The food is just basic: a seasonal salad, baked beans or lentils cooked in plenty of water like soup, a dish made of all the seasonal vegetables cooked together in one pot, salted fish, olives, cheese, wheat bread, potatoes and fruit juices. At festivals fish is served but they never use meat. The Abbot will sit at the front table and begins and stops the end of the meal with the ringing of a bell and a prayers.
A single meal without oil is eaten at noon on Mondays, Wednesdays and Fridays. No fish, cheese, butter, or eggs are permitted during the forty days of Lent ending with Easter. The most reverent monks eat nothing during the last days of the fast. A similar abstinence takes place during the Lent of the Apostles Peter and Paul, (from Monday after All Saints Day to June 28), during the fourteen day Lent of the Mother of God, (from the 1st of August to the 14th) and during the Christmas Lent, beginning on 15th of November and ending on the night of Christmas Eve.
The Fathers of the Church have taught that too little or too much of sleep or too little or too much of food are dangerous. Modern medicine now also teaches us that excessive food leads to many diseases, such as cancer and heart ailments. All of this is consistent with the teachings of the ancient Church Fathers and monastic's life.

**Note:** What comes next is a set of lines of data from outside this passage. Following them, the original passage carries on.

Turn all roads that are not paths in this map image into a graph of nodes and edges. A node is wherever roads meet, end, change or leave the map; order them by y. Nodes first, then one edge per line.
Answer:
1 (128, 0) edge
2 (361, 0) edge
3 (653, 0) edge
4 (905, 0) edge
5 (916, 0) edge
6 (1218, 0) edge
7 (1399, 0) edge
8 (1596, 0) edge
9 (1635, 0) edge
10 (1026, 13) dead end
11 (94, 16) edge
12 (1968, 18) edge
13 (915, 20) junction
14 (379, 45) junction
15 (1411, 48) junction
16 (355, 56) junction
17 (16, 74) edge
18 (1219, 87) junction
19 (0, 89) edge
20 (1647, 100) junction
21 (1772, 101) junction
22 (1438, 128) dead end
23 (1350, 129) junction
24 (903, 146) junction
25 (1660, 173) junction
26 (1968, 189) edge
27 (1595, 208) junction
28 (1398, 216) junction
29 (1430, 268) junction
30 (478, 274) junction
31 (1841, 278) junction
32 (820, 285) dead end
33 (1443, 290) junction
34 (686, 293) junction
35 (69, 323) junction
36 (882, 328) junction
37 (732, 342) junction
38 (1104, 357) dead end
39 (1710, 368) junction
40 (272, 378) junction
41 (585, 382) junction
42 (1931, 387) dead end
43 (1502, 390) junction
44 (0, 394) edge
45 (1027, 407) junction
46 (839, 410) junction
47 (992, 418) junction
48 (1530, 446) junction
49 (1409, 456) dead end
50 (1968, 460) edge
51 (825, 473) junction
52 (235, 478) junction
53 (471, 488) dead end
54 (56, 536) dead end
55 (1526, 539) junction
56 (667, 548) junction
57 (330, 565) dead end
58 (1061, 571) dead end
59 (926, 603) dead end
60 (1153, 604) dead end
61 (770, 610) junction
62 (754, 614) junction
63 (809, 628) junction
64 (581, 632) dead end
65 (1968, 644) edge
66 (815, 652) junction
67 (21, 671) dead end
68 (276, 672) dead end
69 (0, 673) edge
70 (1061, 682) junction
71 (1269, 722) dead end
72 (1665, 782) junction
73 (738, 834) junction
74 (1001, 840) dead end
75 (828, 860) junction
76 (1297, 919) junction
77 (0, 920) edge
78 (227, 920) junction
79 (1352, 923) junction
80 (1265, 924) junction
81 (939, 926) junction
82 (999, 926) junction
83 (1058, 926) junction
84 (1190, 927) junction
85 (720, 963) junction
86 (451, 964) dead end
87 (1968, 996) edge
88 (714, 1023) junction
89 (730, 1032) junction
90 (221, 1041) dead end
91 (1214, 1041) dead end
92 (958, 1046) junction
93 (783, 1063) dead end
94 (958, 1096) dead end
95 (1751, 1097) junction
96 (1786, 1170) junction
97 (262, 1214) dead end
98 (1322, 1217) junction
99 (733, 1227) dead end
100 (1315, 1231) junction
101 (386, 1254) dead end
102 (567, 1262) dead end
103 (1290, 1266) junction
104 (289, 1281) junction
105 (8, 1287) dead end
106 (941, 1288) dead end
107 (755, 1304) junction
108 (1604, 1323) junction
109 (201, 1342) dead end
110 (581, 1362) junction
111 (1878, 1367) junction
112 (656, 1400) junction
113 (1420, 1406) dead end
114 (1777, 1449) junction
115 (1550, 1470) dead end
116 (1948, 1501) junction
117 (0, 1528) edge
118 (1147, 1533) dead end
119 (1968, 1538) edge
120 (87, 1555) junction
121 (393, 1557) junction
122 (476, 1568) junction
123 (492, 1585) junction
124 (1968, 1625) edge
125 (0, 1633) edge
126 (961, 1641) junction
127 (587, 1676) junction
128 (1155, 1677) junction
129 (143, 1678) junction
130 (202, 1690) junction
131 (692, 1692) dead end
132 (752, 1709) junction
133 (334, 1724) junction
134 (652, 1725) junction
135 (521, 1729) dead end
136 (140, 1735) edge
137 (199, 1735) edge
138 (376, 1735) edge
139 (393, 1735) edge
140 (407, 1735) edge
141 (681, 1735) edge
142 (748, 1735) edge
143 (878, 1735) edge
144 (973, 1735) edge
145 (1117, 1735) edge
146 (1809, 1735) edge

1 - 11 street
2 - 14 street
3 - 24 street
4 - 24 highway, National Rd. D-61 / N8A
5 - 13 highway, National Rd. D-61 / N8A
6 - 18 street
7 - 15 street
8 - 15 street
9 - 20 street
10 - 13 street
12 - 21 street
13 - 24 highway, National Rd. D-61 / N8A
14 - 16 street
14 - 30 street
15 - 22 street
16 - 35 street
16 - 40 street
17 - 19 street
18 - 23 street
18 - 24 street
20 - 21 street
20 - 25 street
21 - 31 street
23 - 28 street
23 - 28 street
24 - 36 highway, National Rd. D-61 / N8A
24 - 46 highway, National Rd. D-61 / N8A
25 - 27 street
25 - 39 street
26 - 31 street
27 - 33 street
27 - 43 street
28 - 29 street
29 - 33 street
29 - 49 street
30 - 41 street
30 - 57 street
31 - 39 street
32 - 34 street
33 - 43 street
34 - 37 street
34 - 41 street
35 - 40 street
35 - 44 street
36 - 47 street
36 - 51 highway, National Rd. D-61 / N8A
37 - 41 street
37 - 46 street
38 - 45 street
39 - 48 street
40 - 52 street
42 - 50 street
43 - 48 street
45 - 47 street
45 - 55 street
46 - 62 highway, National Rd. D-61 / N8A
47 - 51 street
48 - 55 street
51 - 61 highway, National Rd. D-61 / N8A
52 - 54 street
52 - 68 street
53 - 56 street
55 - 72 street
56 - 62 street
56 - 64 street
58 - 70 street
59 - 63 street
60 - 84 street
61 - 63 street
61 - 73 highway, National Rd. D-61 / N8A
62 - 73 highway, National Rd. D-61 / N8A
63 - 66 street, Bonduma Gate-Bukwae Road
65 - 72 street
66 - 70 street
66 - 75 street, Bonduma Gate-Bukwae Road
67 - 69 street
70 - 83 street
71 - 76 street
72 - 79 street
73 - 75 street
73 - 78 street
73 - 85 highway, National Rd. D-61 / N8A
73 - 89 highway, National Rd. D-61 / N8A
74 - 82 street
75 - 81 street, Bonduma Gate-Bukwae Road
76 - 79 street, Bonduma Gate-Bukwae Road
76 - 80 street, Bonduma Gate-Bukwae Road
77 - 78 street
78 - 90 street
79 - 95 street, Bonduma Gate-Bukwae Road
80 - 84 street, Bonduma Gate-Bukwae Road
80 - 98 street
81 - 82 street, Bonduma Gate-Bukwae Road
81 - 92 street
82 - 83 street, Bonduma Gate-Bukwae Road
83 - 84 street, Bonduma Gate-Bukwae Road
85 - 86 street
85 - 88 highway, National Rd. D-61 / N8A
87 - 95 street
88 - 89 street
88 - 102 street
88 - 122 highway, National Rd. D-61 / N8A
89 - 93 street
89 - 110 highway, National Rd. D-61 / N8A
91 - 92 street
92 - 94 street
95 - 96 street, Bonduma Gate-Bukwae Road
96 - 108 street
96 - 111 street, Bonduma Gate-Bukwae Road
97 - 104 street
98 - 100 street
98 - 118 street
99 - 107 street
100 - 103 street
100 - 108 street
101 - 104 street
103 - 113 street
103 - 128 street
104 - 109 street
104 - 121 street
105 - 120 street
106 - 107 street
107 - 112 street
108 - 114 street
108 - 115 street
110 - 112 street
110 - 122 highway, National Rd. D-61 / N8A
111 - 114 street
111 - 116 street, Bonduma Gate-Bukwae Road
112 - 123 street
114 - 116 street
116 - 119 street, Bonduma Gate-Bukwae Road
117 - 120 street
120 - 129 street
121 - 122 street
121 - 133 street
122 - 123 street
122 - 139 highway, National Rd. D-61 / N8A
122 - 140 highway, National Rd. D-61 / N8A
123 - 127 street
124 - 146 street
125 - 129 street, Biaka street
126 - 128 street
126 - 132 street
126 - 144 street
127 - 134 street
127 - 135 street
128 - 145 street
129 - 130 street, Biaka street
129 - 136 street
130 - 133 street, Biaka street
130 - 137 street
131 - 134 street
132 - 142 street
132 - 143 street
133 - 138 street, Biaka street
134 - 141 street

There are three degrees in eating food: temperance, sufficiency, and satiety. Temperance is when someone wants to eat some more food but abstains, rising from the table still somewhat hungry. Sufficiency is when someone eats what is needed and sufficient for normal body nourishment. Satiety is when someone eats more than enough food and is more than satisfied after the meal. (St. Gregory the Sinaite)
Now if you don't keep temperance or sufficiency and you go toward satiety, then, do not become a glutton. Remember Jesus said in Luke 6:25: "Woe to you who are well fed now, for you will go hungry. Woe to you who laugh now, for you will mourn and weep". Also the rich man who ate in this present life sumptuously every day, but who was deprived of the desired bosom of Abraham in the next life, simply because of this lavish eating.
Sitting at meals, do not look and do not judge how much anyone eats, but be attentive to yourself, nourishing your soul with prayer. (Saint Seraphim of Sarov)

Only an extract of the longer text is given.